To understand the influence of the inversion symmetry on the ultrahigh-order wave-mixing spectra, we performed numerical simulations to solve the semiconductor Bloch equations (SBEs) by incorporating the noncollinear two-pulse interaction at temporal overlap with an angle of \(\theta \sim 18\,{{{\rm{mrad}}}}\) and a beam size around μ ~ 50 μm (see SI, Sec. 2). To directly compare with experimental results, we calculated the far field spatial-resolved spectrum \(I(\omega,x)\) using experimentally measured parameters as input to the non-collinear numerical simulations of SBEs (see SI, Sec. 2.2). The simulated results, as shown in Fig. 1d, e, considering the inversion symmetry of the crystal (i.e., the complex transition dipole moment), demonstrate perfect consistency with the experimental results.

The optical properties of α-quartz crystal are significantly influenced by the Coulomb interaction of electrons and holes46. This results in the existence of a fundamental exciton with a high binding energy of \({E}_{{{{\rm{ex}}}}}=1.2\,{{{\rm{eV}}}}\)23,46, which is self-trapped in the tetrahedral anion complex (SiO4)4− (see inset in Supplementary Fig. 6). According to the ab initio study47, the exciton localization length is up to 4.2 Å, which is comparable with the lattice constants, a = b = 4.9 Å and c = 5.4 Å48, implying that the fundamental exciton in α-quartz is of the Frenkel type49. Group-theoretical analysis of exciton energy spectrum gives the first excited and the second optically active states denoted as 1A1 and 2T2, respectively, where A1 and T2 are the irreducible representations of the tetrahedral symmetry group Td50.

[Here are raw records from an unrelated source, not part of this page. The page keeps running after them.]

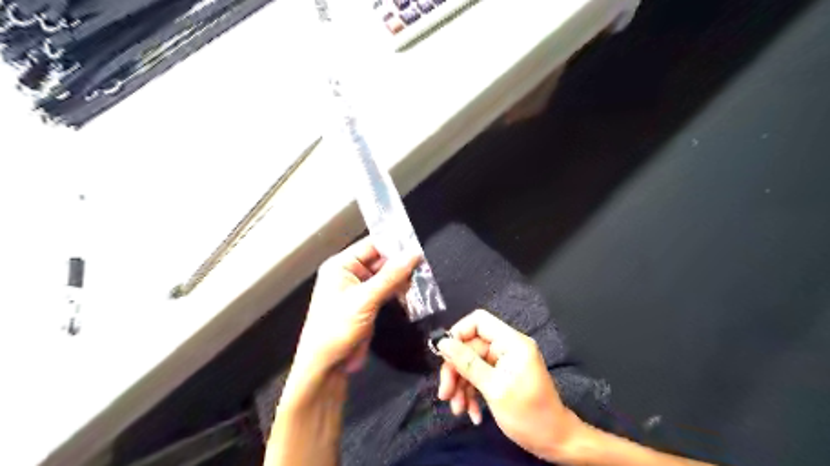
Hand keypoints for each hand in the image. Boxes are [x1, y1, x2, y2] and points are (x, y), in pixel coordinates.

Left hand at [291, 238, 422, 380]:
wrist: (326, 366)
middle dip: (401, 263)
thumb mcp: (365, 299)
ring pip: (386, 276)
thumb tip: (414, 254)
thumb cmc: (338, 328)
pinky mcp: (367, 304)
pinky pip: (386, 290)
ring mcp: (359, 289)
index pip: (372, 245)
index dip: (394, 244)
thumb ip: (391, 276)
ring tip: (423, 277)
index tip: (418, 246)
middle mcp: (350, 273)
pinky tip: (413, 291)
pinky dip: (398, 290)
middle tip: (425, 265)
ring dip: (402, 278)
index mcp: (342, 265)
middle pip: (380, 260)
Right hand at [436, 310, 581, 461]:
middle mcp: (507, 347)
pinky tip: (471, 413)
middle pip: (471, 346)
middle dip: (456, 370)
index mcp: (512, 342)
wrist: (555, 443)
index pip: (479, 321)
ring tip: (458, 409)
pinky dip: (471, 392)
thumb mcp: (494, 389)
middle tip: (445, 393)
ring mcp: (505, 362)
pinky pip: (479, 376)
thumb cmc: (528, 414)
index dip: (458, 333)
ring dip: (461, 385)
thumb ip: (467, 363)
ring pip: (471, 363)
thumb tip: (443, 343)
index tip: (444, 355)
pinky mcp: (502, 376)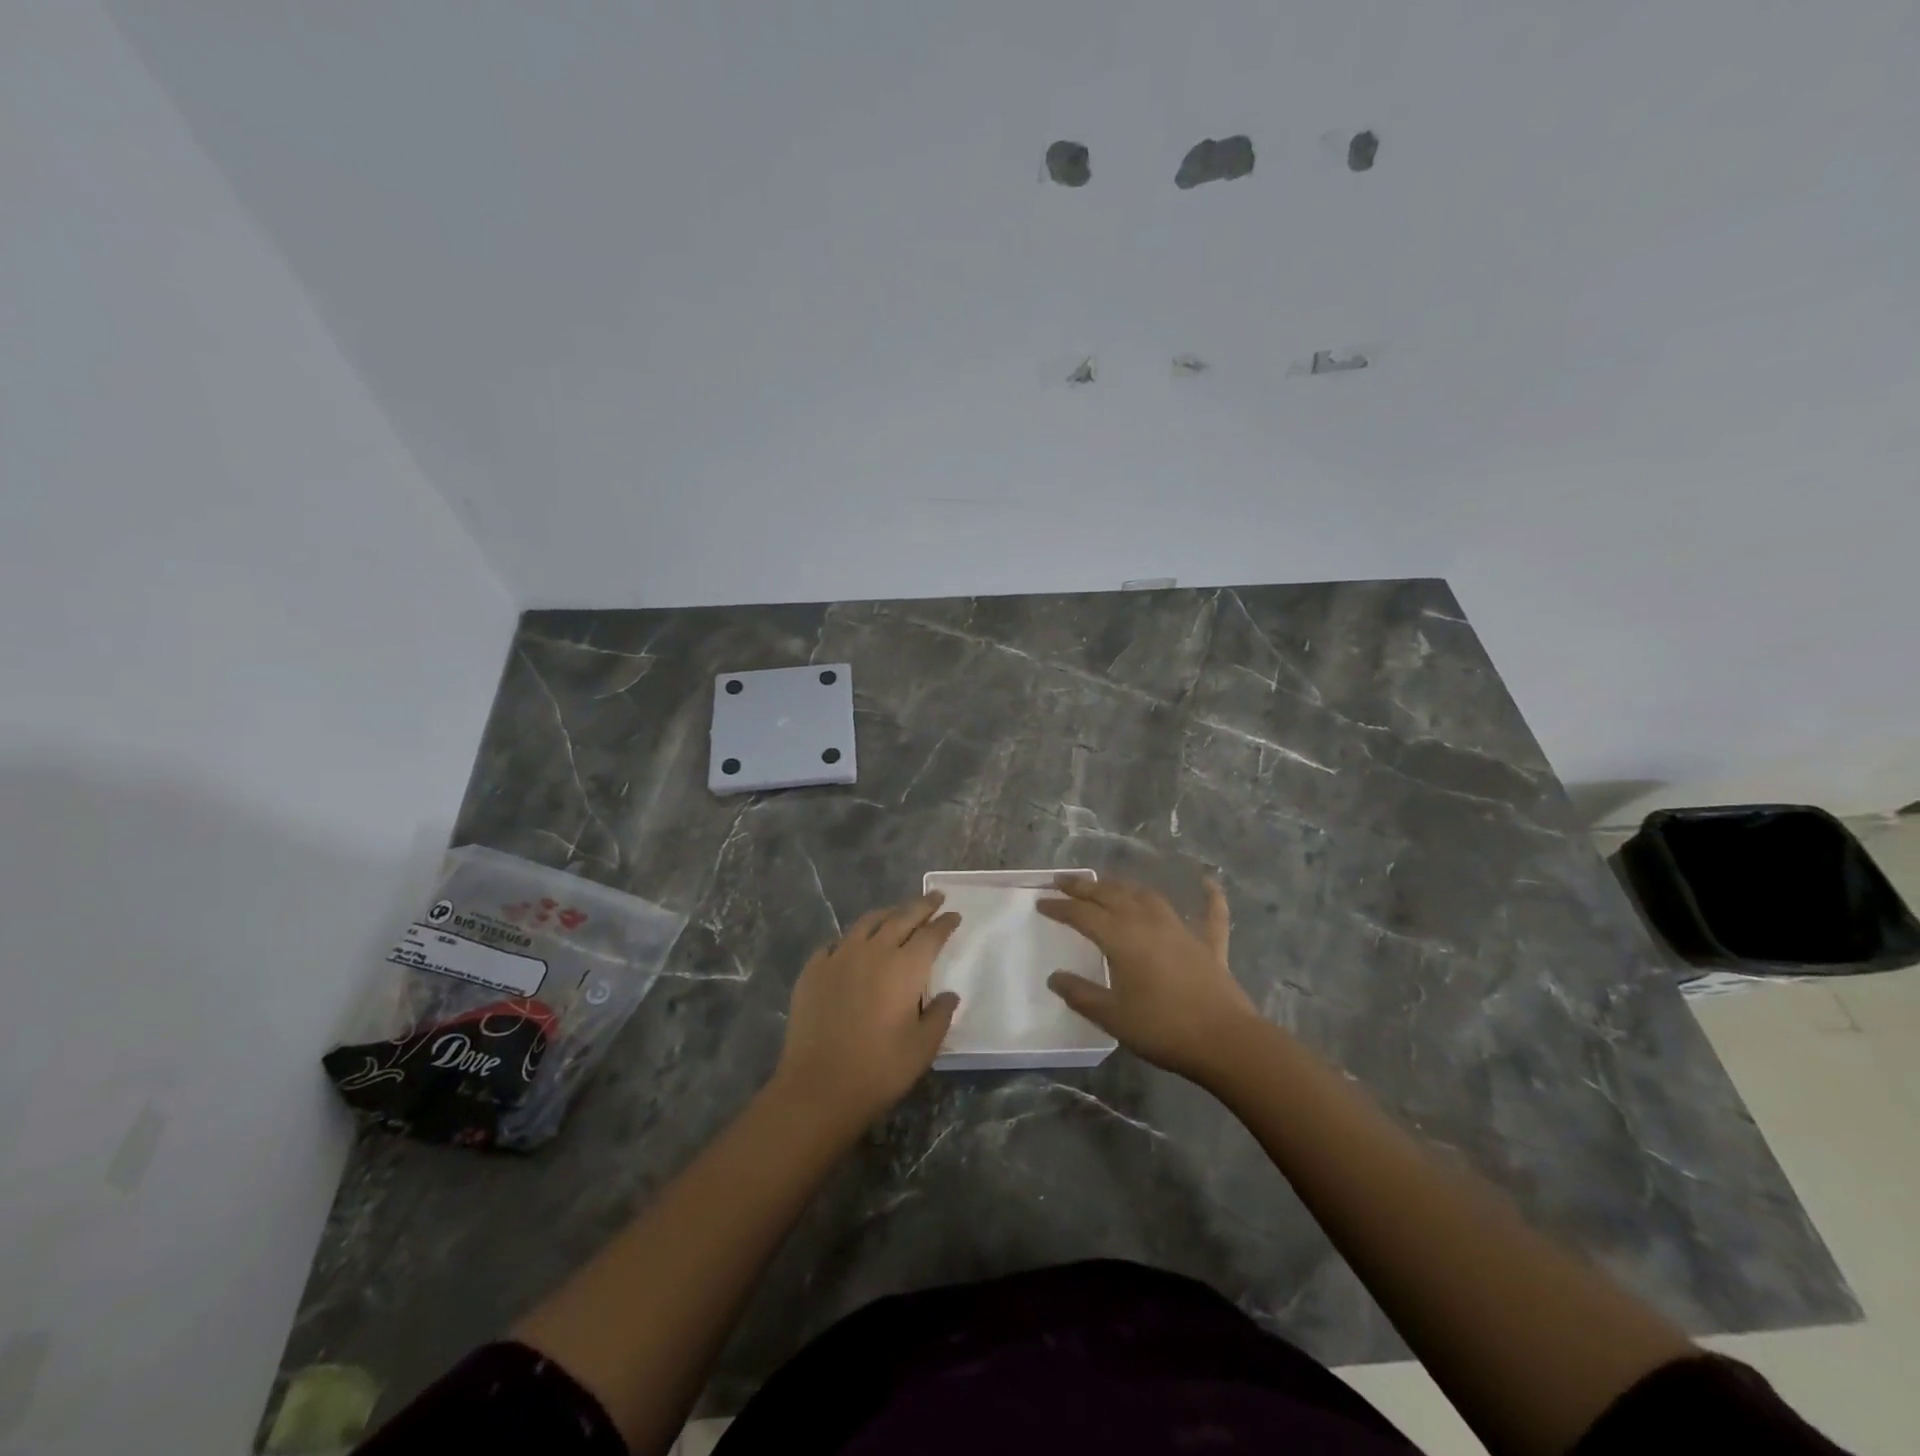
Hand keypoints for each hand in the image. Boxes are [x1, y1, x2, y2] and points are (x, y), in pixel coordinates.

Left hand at [774, 893, 961, 1129]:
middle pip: (902, 918)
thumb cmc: (879, 1069)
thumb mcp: (923, 1048)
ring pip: (867, 923)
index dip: (945, 923)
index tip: (954, 915)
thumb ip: (940, 1015)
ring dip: (887, 914)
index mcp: (905, 967)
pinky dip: (852, 939)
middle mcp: (873, 951)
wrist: (818, 1087)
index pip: (931, 935)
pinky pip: (836, 943)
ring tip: (897, 913)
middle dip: (921, 906)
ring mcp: (839, 957)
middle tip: (934, 897)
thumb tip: (948, 995)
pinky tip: (853, 946)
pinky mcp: (813, 969)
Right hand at [1039, 876, 1257, 1080]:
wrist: (1225, 1041)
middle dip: (1085, 887)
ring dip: (1124, 886)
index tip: (1041, 902)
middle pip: (1111, 895)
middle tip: (1064, 881)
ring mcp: (1181, 930)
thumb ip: (1082, 995)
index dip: (1060, 907)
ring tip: (1107, 883)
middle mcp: (1148, 922)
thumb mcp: (1113, 1017)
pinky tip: (1207, 881)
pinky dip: (1209, 896)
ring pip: (1147, 896)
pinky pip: (1210, 914)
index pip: (1082, 915)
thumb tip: (1055, 977)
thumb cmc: (1162, 1028)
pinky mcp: (1209, 945)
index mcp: (1121, 937)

Figure 2a illustrates the main mechanisms of HHG in solids, including intraband current densities \({\tilde{J}}_{i,{{{\bf{K}}}}}(\omega )\propto {\mathcal F} \,[{n}_{i,{{{\bf{K}}}}}(t){\nabla }_{{{{\bf{K}}}}}{E}_{i,{{{\bf{K}}}}}(t)]\) depending on instantaneous band populations and group velocities, and interband polarization densities \({\tilde{P}}_{ij,{{{\bf{K}}}}}(\omega )\propto {\mathcal F} \,[{{{{\bf{d}}}}}_{ij,{{{\bf{K}}}}}{\rho }_{ij,{{{\bf{K}}}}}(t)]\) depending on the transition dipole matrix elements18, where \({{{\bf{K}}}}\equiv {{{\bf{K}}}}(t)={{{\bf{k}}}}+{{{\bf{A}}}}(t)\) is the kinetic crystal momentum of carriers driven by the field, and \({{{\bf{A}}}}(t)=-{\int }_{{t}_{0}}^{t}{{{\rm{d}}}}t^{\prime} \,{{{\bf{F}}}}(t^{\prime} )\) is the vector potential. Hereafter, we omit the time argument of kinetic momentum, for brevity.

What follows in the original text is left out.